The prospect of being somewhere else begins to look more attractive. So does the idea of a new job with new things to learn and do.

I’m glad I started the job search before any university-wide announcement came down and before I knew whether this next round of lay-offs will apply to me. Just doing something to help yourself, rather than hunkering paralyzed in the headlight while the train bears down on you, goes a long way to make you feel better. It gives you a little sense of accomplishment, and it jump-starts the process you’re going to have to put into gear soon, anyway.

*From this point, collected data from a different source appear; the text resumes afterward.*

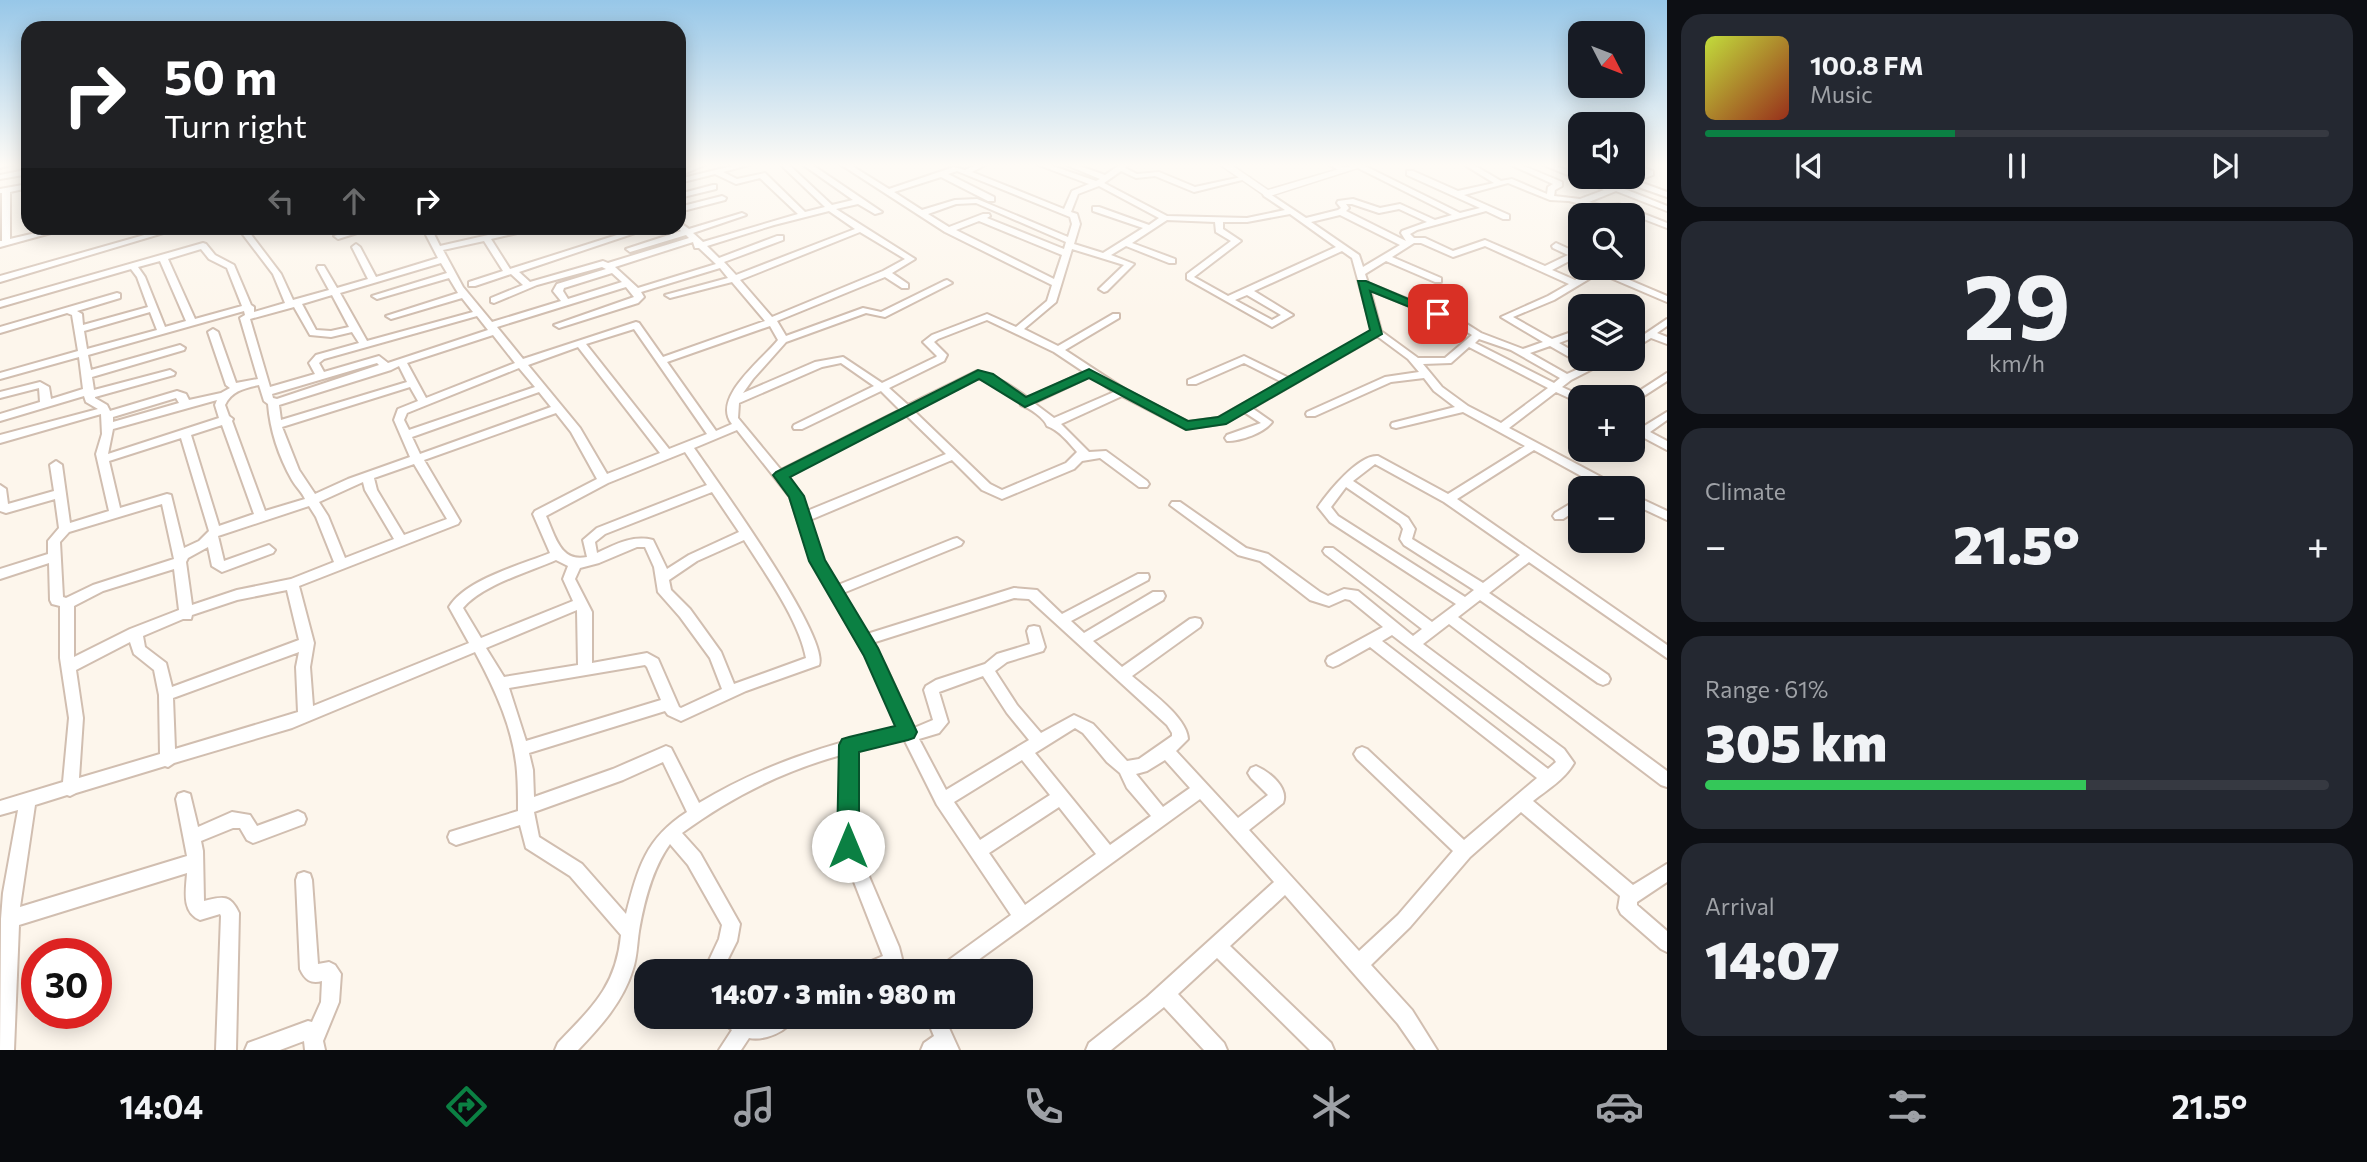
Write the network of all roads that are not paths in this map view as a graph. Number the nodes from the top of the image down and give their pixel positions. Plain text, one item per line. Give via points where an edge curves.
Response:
1 (3, 213) edge
2 (813, 213) edge
3 (837, 213) edge
4 (922, 213) edge
5 (987, 213) edge
6 (1008, 213) edge
7 (1071, 213) edge
8 (1108, 213) edge
9 (1156, 213) edge
10 (1285, 213) edge
11 (1291, 213) edge
12 (1334, 213) edge
13 (1352, 213) edge
14 (1414, 213) edge
15 (1454, 213) edge
16 (1467, 213) edge
17 (1498, 213) edge
18 (1634, 213) edge
19 (742, 215) dead end
20 (804, 215) joint
21 (1458, 215) junction
22 (1506, 217) dead end
23 (1165, 218) junction
24 (981, 219) junction
25 (1219, 221) junction
26 (1303, 221) junction
27 (1433, 222) junction
28 (1667, 226) edge
29 (1148, 227) junction
30 (861, 229) junction
31 (948, 230) junction
32 (36, 235) edge
33 (152, 235) edge
34 (247, 235) edge
35 (342, 235) edge
36 (428, 235) edge
37 (495, 235) edge
38 (625, 235) edge
39 (689, 235) edge
40 (338, 236) dead end
41 (486, 237) junction
42 (780, 239) dead end
43 (1408, 242) junction
44 (3, 243) edge
45 (1125, 243) junction
46 (1068, 246) junction
47 (1556, 246) dead end
48 (356, 247) dead end
49 (1343, 247) junction
50 (630, 249) dead end
51 (1568, 252) edge
52 (440, 255) junction
53 (1106, 256) junction
54 (163, 257) junction
55 (1385, 257) junction
56 (1568, 260) edge
57 (1172, 261) dead end
58 (720, 263) junction
59 (133, 266) junction
60 (320, 268) dead end
61 (611, 268) junction
62 (1546, 269) junction
63 (511, 272) junction
64 (886, 272) junction
65 (451, 275) junction
66 (1361, 278) junction
67 (0, 279) edge
68 (734, 279) junction
69 (373, 280) junction
70 (1438, 280) dead end
71 (1583, 280) edge
72 (1627, 280) edge
73 (628, 283) junction
74 (947, 283) dead end
75 (1055, 283) junction
76 (472, 284) dead end
77 (534, 284) junction
78 (1577, 284) junction
79 (905, 286) dead end
80 (1104, 289) dead end
81 (334, 291) junction
82 (636, 291) junction
83 (1247, 291) junction
84 (464, 293) junction
85 (670, 295) dead end
86 (117, 296) dead end
87 (377, 296) dead end
88 (1667, 299) edge
89 (494, 300) dead end
90 (1228, 300) junction
91 (13, 301) junction
92 (293, 302) junction
93 (566, 302) junction
94 (0, 304) edge
95 (153, 308) junction
96 (72, 309) junction
97 (249, 311) junction
98 (479, 313) junction
99 (592, 315) junction
100 (391, 316) dead end
101 (1116, 316) dead end
102 (772, 321) junction
103 (1667, 322) edge
104 (192, 323) junction
105 (17, 325) junction
106 (559, 325) dead end
107 (80, 328) junction
108 (355, 328) junction
109 (493, 329) junction
110 (0, 330) edge
111 (162, 331) junction
112 (212, 332) dead end
113 (1020, 332) junction
114 (1377, 332) junction
115 (610, 333) junction
116 (1651, 334) junction
117 (1478, 335) junction
118 (1568, 336) edge
119 (1645, 338) edge
120 (783, 340) junction
121 (1667, 341) edge
122 (1549, 342) junction
123 (580, 343) junction
124 (1468, 343) junction
125 (365, 345) junction
126 (180, 348) dead end
127 (1058, 350) junction
128 (84, 351) junction
129 (1523, 352) junction
130 (1568, 352) edge
131 (1414, 360) junction
132 (660, 361) junction
133 (402, 363) junction
134 (522, 364) junction
135 (387, 368) junction
136 (1581, 371) edge
137 (170, 373) dead end
138 (1089, 373) junction
139 (86, 375) junction
140 (1424, 375) junction
141 (0, 376) edge
142 (321, 376) junction
143 (1567, 377) junction
144 (1665, 379) edge
145 (263, 381) junction
146 (1192, 382) dead end
147 (1290, 382) junction
148 (413, 383) junction
149 (238, 387) junction
150 (882, 387) junction
151 (1554, 387) junction
152 (542, 388) junction
153 (1122, 392) junction
154 (1645, 392) edge
155 (88, 393) junction
156 (1568, 394) edge
157 (0, 395) edge
158 (224, 396) junction
159 (269, 398) junction
160 (424, 401) junction
161 (732, 402) junction
162 (1025, 403) junction
163 (46, 404) junction
164 (559, 408) junction
165 (1464, 408) junction
166 (1247, 409) junction
167 (908, 412) junction
168 (1311, 414) dead end
169 (1667, 415) edge
170 (107, 417) junction
171 (0, 418) edge
172 (228, 419) junction
173 (1051, 424) junction
174 (277, 425) junction
175 (1396, 425) dead end
176 (738, 426) junction
177 (798, 426) dead end
178 (1645, 426) edge
179 (1503, 427) junction
180 (185, 433) junction
181 (1645, 434) edge
182 (406, 435) junction
183 (714, 436) junction
184 (1231, 438) dead end
185 (0, 439) edge
186 (1534, 445) junction
187 (687, 446) junction
188 (1667, 446) edge
189 (667, 454) junction
190 (954, 455) junction
191 (1080, 457) junction
192 (104, 459) junction
193 (417, 459) junction
194 (56, 465) dead end
195 (781, 475) junction
196 (368, 476) junction
197 (1587, 476) edge
198 (604, 480) junction
199 (1345, 481) junction
200 (1143, 484) dead end
201 (715, 486) junction
202 (0, 489) edge
203 (60, 493) junction
204 (1448, 499) junction
205 (312, 500) junction
206 (1176, 505) dead end
207 (1645, 505) edge
208 (1568, 510) edge
209 (116, 513) junction
210 (261, 516) junction
211 (1559, 516) dead end
212 (1667, 516) edge
213 (805, 517) junction
214 (65, 529) junction
215 (214, 534) junction
216 (747, 534) junction
217 (402, 542) junction
218 (957, 542) dead end
219 (269, 550) dead end
220 (1329, 551) dead end
221 (557, 555) junction
222 (1530, 555) junction
223 (56, 556) junction
224 (180, 560) junction
225 (595, 560) junction
226 (576, 565) junction
227 (342, 566) junction
228 (0, 574) edge
229 (1143, 577) dead end
230 (663, 578) junction
231 (292, 584) junction
232 (835, 591) junction
233 (1481, 592) junction
234 (1158, 596) dead end
235 (67, 603) junction
236 (581, 603) junction
237 (1466, 604) junction
238 (186, 615) junction
239 (1450, 617) junction
240 (1062, 620) junction
241 (1195, 622) dead end
242 (1393, 628) junction
243 (1432, 629) junction
244 (1034, 631) dead end
245 (135, 634) junction
246 (864, 640) junction
247 (1084, 640) junction
248 (1371, 640) junction
249 (307, 643) junction
250 (478, 645) junction
251 (1413, 645) junction
252 (1667, 652) edge
253 (1334, 661) dead end
254 (68, 667) junction
255 (988, 669) junction
256 (585, 670) junction
257 (1123, 674) junction
258 (1603, 679) dead end
259 (500, 684) junction
260 (730, 692) junction
261 (166, 695) junction
262 (670, 703) junction
263 (306, 715) junction
264 (909, 734) junction
265 (1039, 742) junction
266 (849, 745) junction
267 (521, 749) junction
268 (1024, 751) junction
269 (1166, 751) junction
270 (1362, 754) dead end
271 (168, 760) junction
272 (1125, 768) junction
273 (1256, 773) dead end
274 (1550, 779) junction
275 (1667, 780) edge
276 (69, 789) junction
277 (1201, 789) junction
278 (1061, 797) junction
279 (184, 799) dead end
280 (28, 800) junction
281 (943, 800) junction
282 (1522, 802) junction
283 (0, 808) edge
284 (526, 811) junction
285 (696, 814) junction
286 (1162, 817) junction
287 (298, 819) dead end
288 (1237, 829) junction
289 (671, 833) junction
290 (193, 837) junction
291 (456, 837) dead end
292 (1464, 851) junction
293 (977, 852) junction
294 (1108, 856) junction
295 (195, 862) junction
296 (1667, 872) edge
297 (304, 880) dead end
298 (1286, 883) junction
299 (1630, 897) junction
300 (1023, 917) junction
301 (10, 919) junction
302 (630, 932) junction
303 (1667, 943) edge
304 (1217, 946) junction
305 (719, 959) edge
306 (894, 959) edge
307 (965, 959) edge
308 (1359, 964) junction
309 (1165, 994) junction
310 (736, 1029) edge
311 (938, 1029) edge
312 (314, 1044) edge
313 (942, 1047) edge
314 (4, 1050) edge
315 (226, 1050) edge
316 (255, 1050) edge
317 (565, 1050) edge
318 (729, 1050) edge
319 (1096, 1050) edge
320 (1217, 1050) edge
321 (1324, 1050) edge
322 (1427, 1050) edge

1 - 44 street
2 - 20 street
3 - 30 street
4 - 31 street
5 - 24 street
6 - 46 street
7 - 46 street via 1076,224
8 - 29 street
9 - 23 street
10 - 25 street
11 - 26 street
12 - 26 street
13 - 43 street
14 - 27 street
15 - 21 street
16 - 21 street
17 - 22 street
18 - 28 street
19 - 39 street
20 - 39 street
21 - 27 street
23 - 25 street
23 - 29 street
24 - 31 street
24 - 46 street
25 - 90 street via 1219,230 1237,241 1190,278
26 - 49 street
27 - 43 street via 1406,232
29 - 45 street
30 - 64 street via 911,259
30 - 68 street
31 - 75 street
32 - 44 street
33 - 67 street
34 - 92 street
35 - 40 street
36 - 52 street
37 - 41 street
38 - 63 street
39 - 50 street
39 - 58 street
39 - 61 street
41 - 52 street
41 - 63 street
42 - 58 street
43 - 55 street
43 - 62 street via 1422,240 1453,254 1485,243
45 - 53 street
45 - 57 street
46 - 53 street
46 - 75 street
47 - 51 street
48 - 69 street
49 - 66 street via 1356,257
49 - 83 street
52 - 65 street
52 - 69 street
53 - 80 street via 1130,266
54 - 59 street
54 - 97 street via 203,246 231,267
54 - 104 street
55 - 66 street
55 - 70 street
56 - 62 street
58 - 68 street
58 - 82 street
59 - 91 street
59 - 95 street
60 - 81 street
61 - 73 street
61 - 77 street via 597,265
61 - 93 street via 560,286 558,291
62 - 78 street
63 - 76 street
63 - 77 street via 525,284
64 - 79 street
64 - 102 street
65 - 84 street
65 - 87 street
66 - 114 street
66 - 117 street
68 - 85 street
68 - 102 street
69 - 81 street
71 - 78 street
72 - 88 street
73 - 82 street
73 - 93 street
74 - 120 street via 882,315 866,310
75 - 113 street via 1051,302 1019,328
77 - 89 street
78 - 122 street via 1506,316
81 - 92 street
81 - 108 street
82 - 99 street via 639,297 635,301
83 - 90 street
83 - 90 street via 1287,317 1269,324
84 - 98 street
84 - 100 street
86 - 96 street
91 - 94 street
91 - 105 street
92 - 97 street
92 - 108 street via 313,333 327,335
93 - 109 street
95 - 107 street
95 - 111 street
96 - 105 street
96 - 107 street
97 - 104 street
97 - 145 street via 244,320
98 - 109 street
98 - 125 street
99 - 106 street
99 - 115 street
101 - 127 street
102 - 120 street
102 - 132 street
103 - 116 street
104 - 111 street
105 - 110 street
107 - 128 street
108 - 125 street
109 - 133 street
109 - 134 street
111 - 128 street
112 - 149 street via 231,385
113 - 127 street
113 - 150 street via 983,318 929,341 942,355 940,359
114 - 131 street
114 - 147 street
115 - 123 street
115 - 132 street via 636,325
116 - 119 street
116 - 121 street
117 - 124 street
117 - 129 street
118 - 122 street
120 - 161 street
122 - 129 street
122 - 130 street
123 - 134 street
123 - 189 street
124 - 131 street via 1442,363
124 - 151 street
125 - 142 street via 317,359 314,363
126 - 139 street
127 - 138 street
128 - 139 street
128 - 141 street
129 - 143 street
131 - 140 street
132 - 183 street
133 - 135 street
133 - 148 street
134 - 152 street
134 - 160 street
135 - 142 street via 379,359
135 - 159 street
136 - 143 street
137 - 155 street
138 - 153 street
138 - 162 street
139 - 155 street
140 - 165 street
140 - 168 street via 1389,379
142 - 159 street
143 - 151 street
144 - 154 street
145 - 149 street
145 - 159 street
146 - 147 street via 1244,359
147 - 166 street
148 - 160 street
148 - 174 street
149 - 158 street
150 - 161 street via 838,359
150 - 167 street
150 - 177 street
151 - 156 street
151 - 179 street
152 - 164 street
152 - 182 street
153 - 166 street via 1186,426 1222,421
153 - 173 street
155 - 163 street
155 - 170 street
157 - 163 street via 40,385
158 - 170 street
158 - 172 street via 220,405
159 - 174 street
160 - 182 street via 399,415
161 - 176 street
162 - 167 street via 978,374
162 - 173 street
163 - 171 street
164 - 193 street
164 - 198 street
165 - 175 street
165 - 179 street
166 - 184 street via 1267,422
167 - 190 street
167 - 195 street
169 - 178 street
170 - 185 street
170 - 192 street
172 - 180 street
172 - 210 street
173 - 191 street via 1079,446
174 - 205 street via 295,474
176 - 183 street
176 - 195 street
179 - 186 street
180 - 192 street
180 - 215 street
181 - 188 street
182 - 193 street
183 - 187 street
186 - 197 street
186 - 204 street
187 - 189 street
187 - 201 street
189 - 198 street
190 - 191 street via 986,487 1002,495
190 - 213 street
191 - 200 street via 1102,454
192 - 209 street
193 - 196 street
193 - 217 street via 454,521
194 - 203 street
195 - 213 street
196 - 205 street
196 - 217 street
198 - 221 street via 539,514
199 - 204 street via 1378,459
199 - 233 street via 1404,521 1408,542
199 - 237 street via 1326,500 1326,513
201 - 216 street
201 - 225 street via 601,531 589,540
202 - 203 street via 6,509
203 - 214 street
204 - 222 street
205 - 210 street
205 - 227 street
206 - 242 street via 1242,552 1268,560 1315,596 1329,601 1353,595
207 - 212 street
208 - 211 street
209 - 214 street
209 - 224 street via 167,498
210 - 215 street
213 - 232 street via 817,561
214 - 223 street via 55,537
215 - 219 street via 217,563 222,567
215 - 224 street
216 - 230 street via 693,558
216 - 260 street via 816,657 804,666
217 - 227 street
218 - 232 street
220 - 243 street
221 - 226 street
221 - 250 street via 458,602 458,611
222 - 233 street
222 - 252 street
223 - 228 street
223 - 235 street via 57,600
224 - 235 street
224 - 238 street
225 - 226 street
225 - 230 street via 644,542 652,548
226 - 236 street via 569,579
227 - 231 street
229 - 240 street
230 - 260 street via 665,592 716,656
231 - 238 street
231 - 249 street
232 - 246 street
233 - 237 street
233 - 258 street
234 - 247 street
235 - 254 street
236 - 250 street
236 - 256 street via 587,636
237 - 239 street
238 - 245 street
239 - 243 street
239 - 275 street
240 - 246 street via 1032,594 1014,593
240 - 247 street
241 - 257 street
242 - 248 street
242 - 251 street
243 - 251 street
244 - 255 street via 1038,647
245 - 254 street
245 - 261 street via 139,650 161,667
246 - 264 street
247 - 257 street
248 - 253 street
248 - 274 street
249 - 261 street
249 - 263 street via 303,667
250 - 259 street
250 - 263 street
251 - 274 street via 1559,754 1566,763
254 - 276 street via 76,718
255 - 264 street via 935,687 931,694 941,722 925,732
255 - 265 street via 989,678
256 - 259 street
256 - 262 street via 649,660
257 - 269 street via 1180,731 1180,739
259 - 267 street
260 - 262 street via 681,715 674,713
261 - 271 street
262 - 267 street
263 - 271 street
264 - 266 street
264 - 281 street
265 - 268 street
265 - 272 street via 1069,723 1079,722
266 - 285 street via 772,770
266 - 306 street via 848,846
267 - 284 street
268 - 278 street
268 - 281 street
269 - 272 street via 1142,766
269 - 277 street
270 - 292 street
271 - 276 street
272 - 286 street
273 - 288 street via 1277,798
274 - 282 street
276 - 280 street
277 - 286 street
277 - 288 street
278 - 293 street
278 - 294 street
279 - 290 street
280 - 283 street
280 - 301 street
281 - 293 street
282 - 292 street
282 - 299 street
284 - 285 street via 666,753
284 - 291 street
284 - 302 street via 532,842 576,870
285 - 289 street
286 - 294 street
287 - 290 street via 253,835 244,820 232,820
288 - 298 street
289 - 302 street via 653,857
289 - 305 street via 694,859 726,910 731,924
290 - 295 street
292 - 308 street via 1404,921
293 - 300 street
294 - 300 street
295 - 301 street
295 - 315 street via 197,909 223,905 230,913
296 - 299 street
297 - 312 street via 309,969 314,974 332,974 330,1002
298 - 304 street
298 - 308 street
299 - 303 street via 1627,908
300 - 307 street
301 - 314 street
302 - 317 street via 624,978 612,999
304 - 309 street
304 - 321 street
308 - 322 street
309 - 319 street
309 - 320 street
310 - 318 street
311 - 313 street
312 - 316 street via 312,1032 301,1031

The first cover letter and résumé took a good five or six hours to put together! I thought I was gunna die. If every job application took that much time, how was I going to manage the work for the day job? To say nothing of all the freelance work The Copyeditor’s Desk has taken on?

However, the next application only took 30 or 40 minutes, and neither of the other two took any longer. Because the jobs I’m seeking (with exception of driving the zoo train…) are in the same general family of work and they’re all at nonprofits or colleges, tweaking the cover letter and resuméis pretty easy. It’s just a matter of writing new first and last paragraphs for the cover letter, adjusting the “what I can bring to your job” paragraphs—deleting some of them, moving others closer to the top—and shifting the resumé’s “list of accomplishments” to highlight the items most relevant to a given job. After I realized this, I began to feel a lot more confident that applying for a series of jobs isn’t going to kill me.

And really: if I get an offer from next week’s interview and then learn I’m not included in the next set of layoffs, I may take the job anyway—even if it pays less than I’m earning. The recurring workplace flaps, which seem to come more and more often, are ridiculous. I don’t need to put up with this kind of grief. And besides, the prospect of starting something new is beginning to sound pretty good. Darned good!

The Continuing Saga…

1. Unemployment for Christmas?
2. Does any of this have meaning for individuals?
3. Rumors start to fly
4. On the trail of the elusive job
5. Beating the layoff stress
6. How low can I go?
7. Interview No. 1

On the trail of the elusive job…

I’m not going to sit here and wait for the ax to fall. My source has had further confirmation of the rumor that everyone in my job classification is about to be laid off, and, although my own spy in midlevel administration hasn’t heard the story, he remarked that it was entirely believable and that his unit is so strapped there’s some talk of closing down entire academic programs.

A couple of days ago I applied for a job at a regional nonprofit—an organization whose mission and philosophy seem very laudable and that has a high reputation among nonprofits. Yesterday I applied for three more jobs.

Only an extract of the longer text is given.